Your assignment: Counting only lines that contain "where", how many are there in the records below? Give the figure alone.

Excerpted records:
== Segment start ==
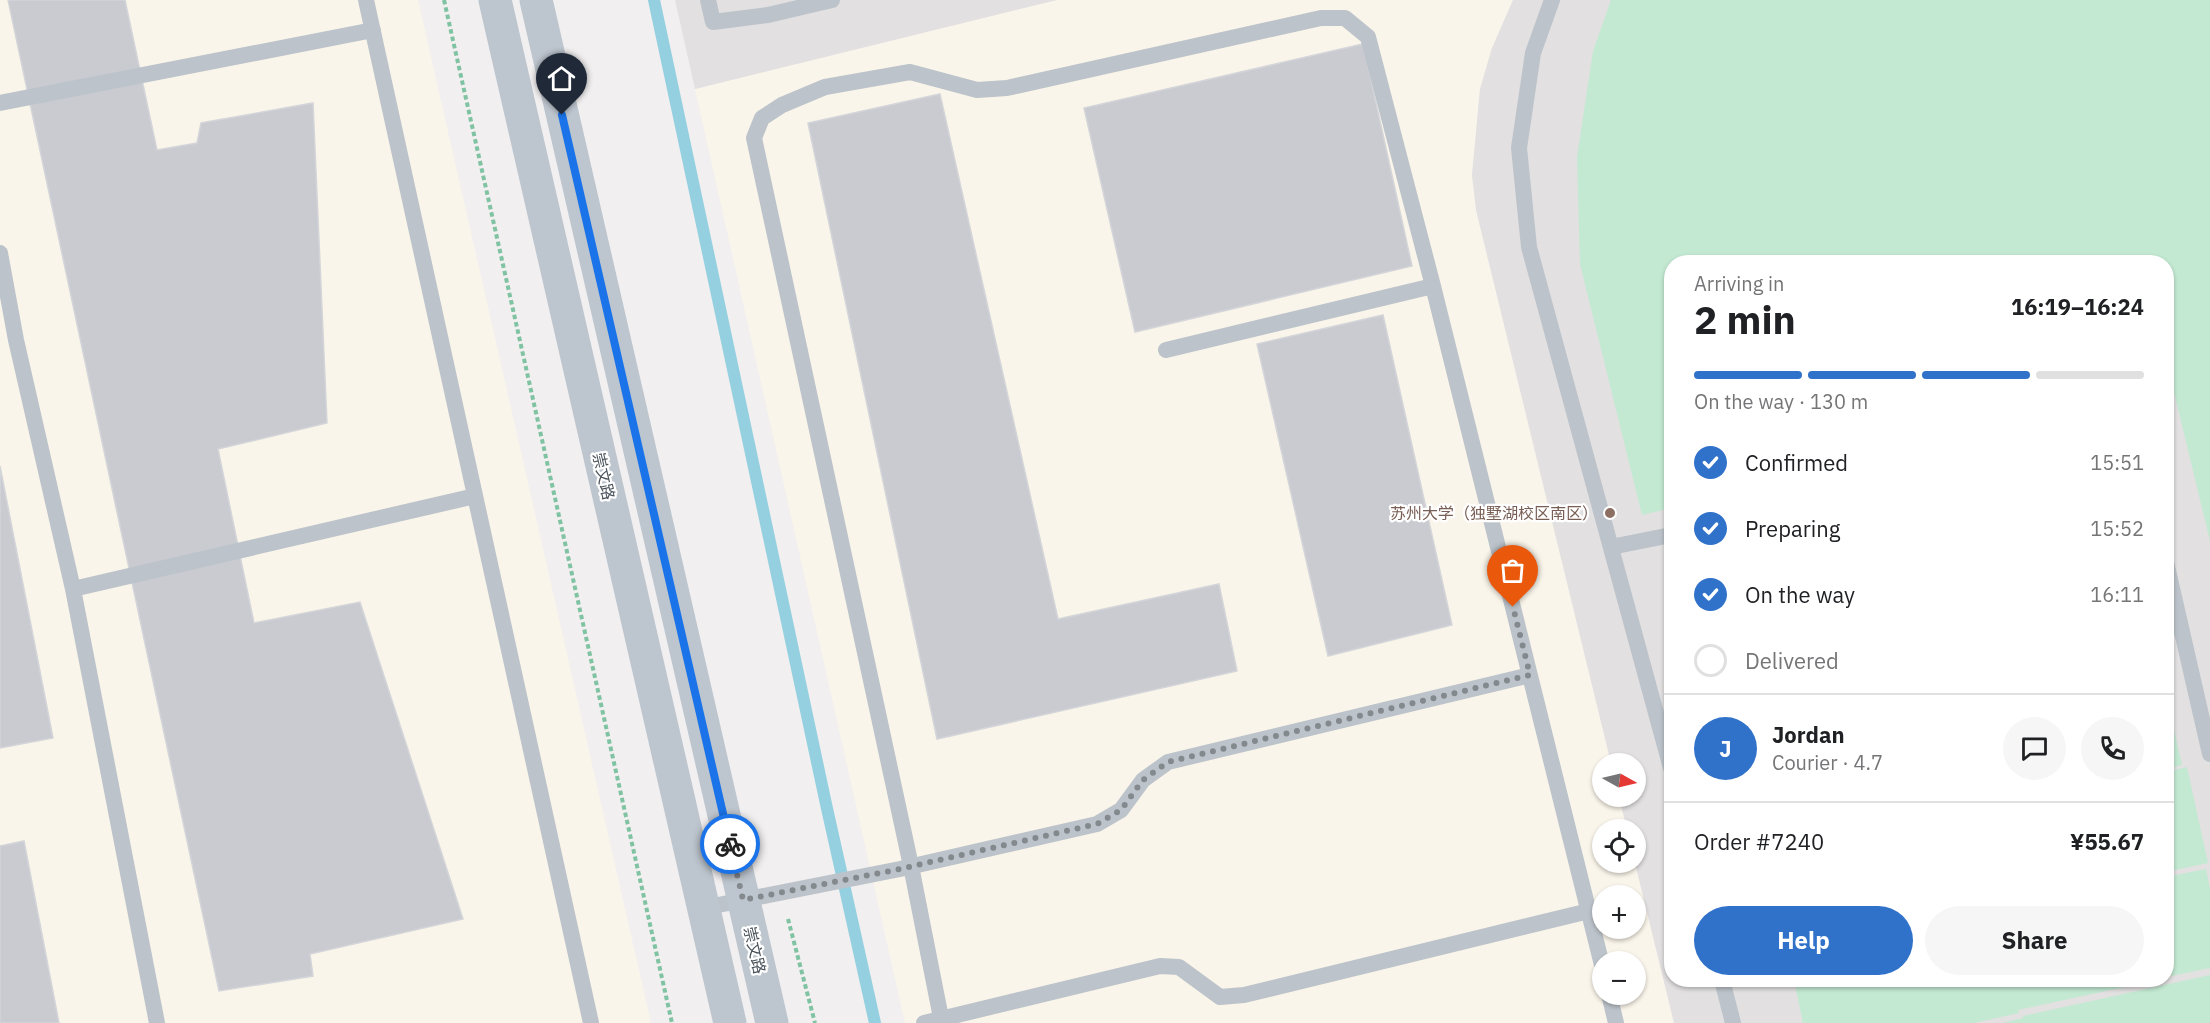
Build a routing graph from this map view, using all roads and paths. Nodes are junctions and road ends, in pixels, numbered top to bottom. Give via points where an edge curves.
== Segment end ==
== Segment start ==
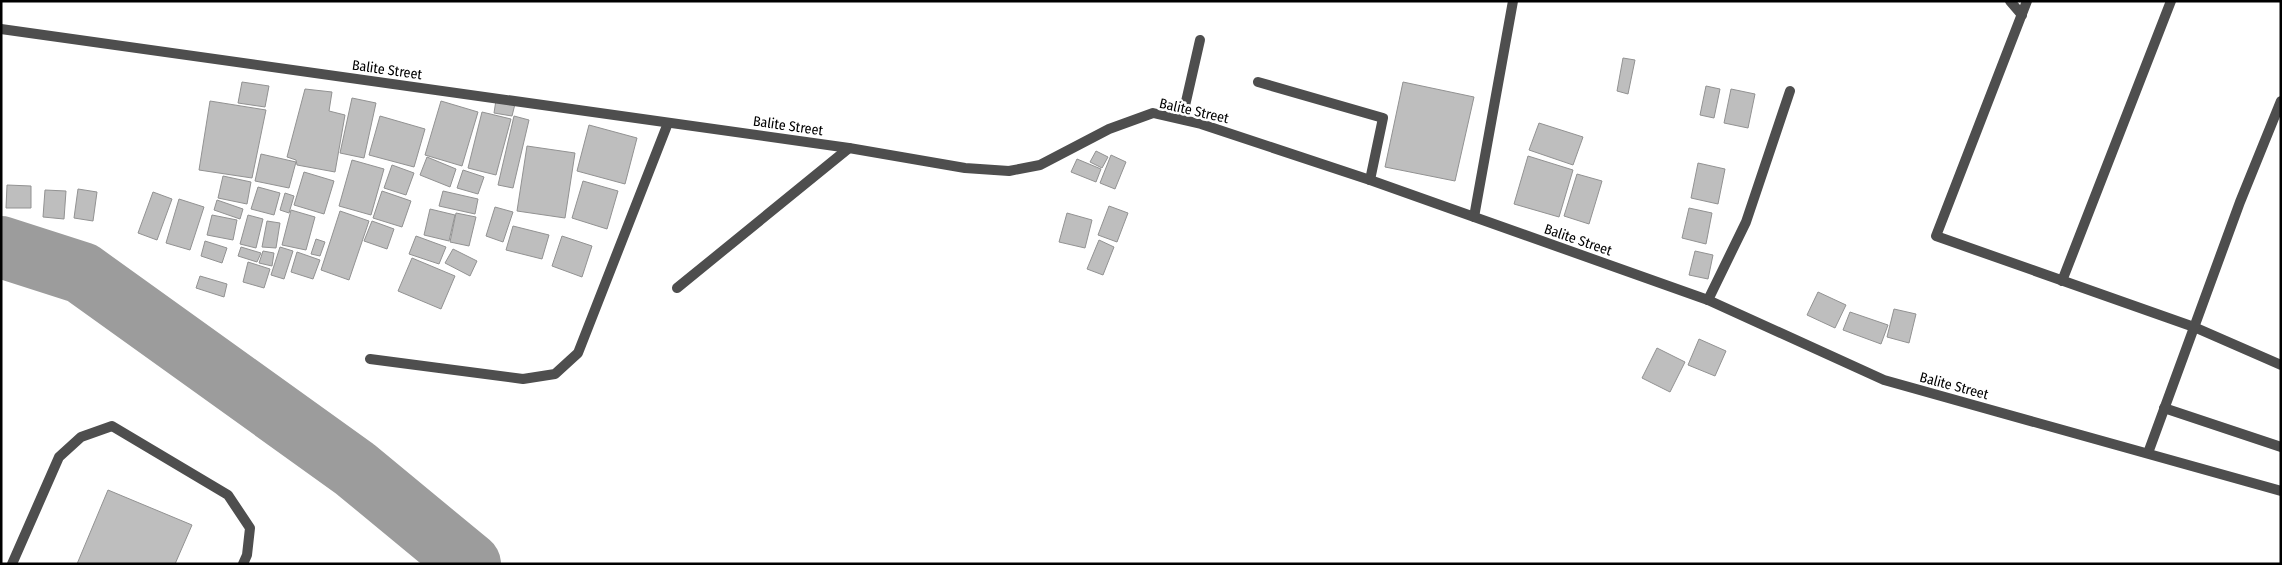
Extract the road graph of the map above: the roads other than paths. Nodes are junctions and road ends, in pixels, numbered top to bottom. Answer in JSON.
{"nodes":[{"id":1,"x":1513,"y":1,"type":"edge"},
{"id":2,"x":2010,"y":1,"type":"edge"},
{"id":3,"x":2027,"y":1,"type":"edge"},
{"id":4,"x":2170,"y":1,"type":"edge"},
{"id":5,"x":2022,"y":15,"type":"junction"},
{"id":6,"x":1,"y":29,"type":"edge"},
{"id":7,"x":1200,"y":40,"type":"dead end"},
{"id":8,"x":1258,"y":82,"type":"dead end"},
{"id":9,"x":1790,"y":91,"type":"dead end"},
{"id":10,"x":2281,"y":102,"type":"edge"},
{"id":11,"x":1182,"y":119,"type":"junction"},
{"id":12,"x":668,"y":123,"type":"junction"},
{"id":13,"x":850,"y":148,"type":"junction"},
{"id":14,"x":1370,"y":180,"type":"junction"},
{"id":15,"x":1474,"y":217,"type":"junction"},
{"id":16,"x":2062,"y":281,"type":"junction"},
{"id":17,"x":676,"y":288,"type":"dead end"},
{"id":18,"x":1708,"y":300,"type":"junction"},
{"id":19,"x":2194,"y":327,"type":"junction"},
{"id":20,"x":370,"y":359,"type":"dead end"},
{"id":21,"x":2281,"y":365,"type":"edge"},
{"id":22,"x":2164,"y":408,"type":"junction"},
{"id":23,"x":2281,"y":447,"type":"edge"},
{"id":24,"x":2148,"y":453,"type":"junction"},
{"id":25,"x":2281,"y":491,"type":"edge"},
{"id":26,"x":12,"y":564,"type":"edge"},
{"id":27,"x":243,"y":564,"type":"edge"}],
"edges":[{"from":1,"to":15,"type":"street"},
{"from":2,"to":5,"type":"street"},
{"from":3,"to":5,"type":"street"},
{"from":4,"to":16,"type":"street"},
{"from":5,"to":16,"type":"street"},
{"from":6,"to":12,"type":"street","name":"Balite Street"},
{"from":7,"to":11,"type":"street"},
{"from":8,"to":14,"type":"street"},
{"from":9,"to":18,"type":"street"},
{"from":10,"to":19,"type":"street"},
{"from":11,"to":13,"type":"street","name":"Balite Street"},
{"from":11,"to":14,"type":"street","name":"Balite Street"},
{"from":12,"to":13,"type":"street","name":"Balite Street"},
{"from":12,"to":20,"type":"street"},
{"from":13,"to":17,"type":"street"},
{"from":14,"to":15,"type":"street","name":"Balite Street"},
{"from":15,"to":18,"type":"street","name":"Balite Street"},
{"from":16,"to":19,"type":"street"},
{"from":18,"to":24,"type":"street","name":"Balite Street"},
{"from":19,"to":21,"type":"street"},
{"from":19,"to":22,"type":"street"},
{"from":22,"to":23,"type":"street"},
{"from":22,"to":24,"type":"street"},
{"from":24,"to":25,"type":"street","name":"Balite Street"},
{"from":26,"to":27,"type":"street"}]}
== Segment end ==
== Segment start ==
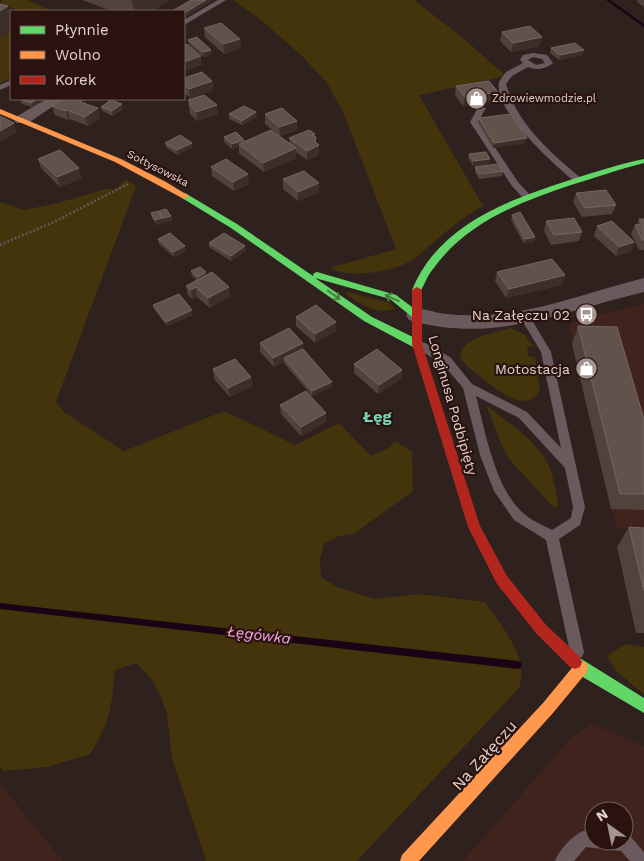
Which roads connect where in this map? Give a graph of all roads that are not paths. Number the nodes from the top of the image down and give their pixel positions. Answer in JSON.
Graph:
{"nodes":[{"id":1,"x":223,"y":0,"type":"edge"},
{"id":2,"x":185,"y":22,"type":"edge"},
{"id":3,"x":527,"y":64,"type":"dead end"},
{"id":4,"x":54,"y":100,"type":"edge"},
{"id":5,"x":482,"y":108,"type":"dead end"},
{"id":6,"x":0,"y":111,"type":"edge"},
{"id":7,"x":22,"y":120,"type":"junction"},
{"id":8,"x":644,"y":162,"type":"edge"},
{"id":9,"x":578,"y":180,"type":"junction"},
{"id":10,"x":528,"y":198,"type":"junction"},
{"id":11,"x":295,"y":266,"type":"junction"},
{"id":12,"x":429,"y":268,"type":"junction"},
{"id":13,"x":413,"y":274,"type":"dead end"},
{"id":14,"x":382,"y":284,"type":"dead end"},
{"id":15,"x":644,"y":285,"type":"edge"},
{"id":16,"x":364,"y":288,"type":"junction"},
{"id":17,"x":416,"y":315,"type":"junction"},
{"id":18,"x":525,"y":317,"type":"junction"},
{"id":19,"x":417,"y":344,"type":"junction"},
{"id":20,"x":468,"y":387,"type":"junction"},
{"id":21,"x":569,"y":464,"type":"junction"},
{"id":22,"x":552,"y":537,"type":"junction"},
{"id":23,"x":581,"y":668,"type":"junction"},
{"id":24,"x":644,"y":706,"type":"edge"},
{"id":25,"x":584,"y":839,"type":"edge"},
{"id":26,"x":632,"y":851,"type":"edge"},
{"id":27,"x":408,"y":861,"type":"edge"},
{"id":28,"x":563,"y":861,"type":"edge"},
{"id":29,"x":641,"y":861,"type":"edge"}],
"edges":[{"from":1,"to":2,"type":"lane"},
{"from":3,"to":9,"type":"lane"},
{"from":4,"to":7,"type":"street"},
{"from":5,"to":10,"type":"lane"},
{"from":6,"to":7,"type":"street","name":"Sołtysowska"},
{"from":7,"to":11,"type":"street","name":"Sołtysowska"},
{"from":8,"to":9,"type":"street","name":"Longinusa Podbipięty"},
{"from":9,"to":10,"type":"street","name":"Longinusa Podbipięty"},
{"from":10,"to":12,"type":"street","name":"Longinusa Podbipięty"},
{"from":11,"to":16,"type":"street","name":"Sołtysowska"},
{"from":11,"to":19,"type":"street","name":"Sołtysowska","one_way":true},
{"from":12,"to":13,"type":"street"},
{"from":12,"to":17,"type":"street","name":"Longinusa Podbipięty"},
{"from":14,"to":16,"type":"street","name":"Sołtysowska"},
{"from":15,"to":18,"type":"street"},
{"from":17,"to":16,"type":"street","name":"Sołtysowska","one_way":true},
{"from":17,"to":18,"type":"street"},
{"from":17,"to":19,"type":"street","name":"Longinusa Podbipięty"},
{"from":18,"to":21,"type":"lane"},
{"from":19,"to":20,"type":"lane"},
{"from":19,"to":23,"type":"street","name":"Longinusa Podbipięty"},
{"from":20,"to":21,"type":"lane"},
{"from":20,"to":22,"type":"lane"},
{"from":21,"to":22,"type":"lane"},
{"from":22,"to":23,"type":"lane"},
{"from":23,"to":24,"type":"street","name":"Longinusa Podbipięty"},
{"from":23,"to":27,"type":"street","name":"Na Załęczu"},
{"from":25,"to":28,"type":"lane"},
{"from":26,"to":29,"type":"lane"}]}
== Segment end ==
Result for this exercise: 2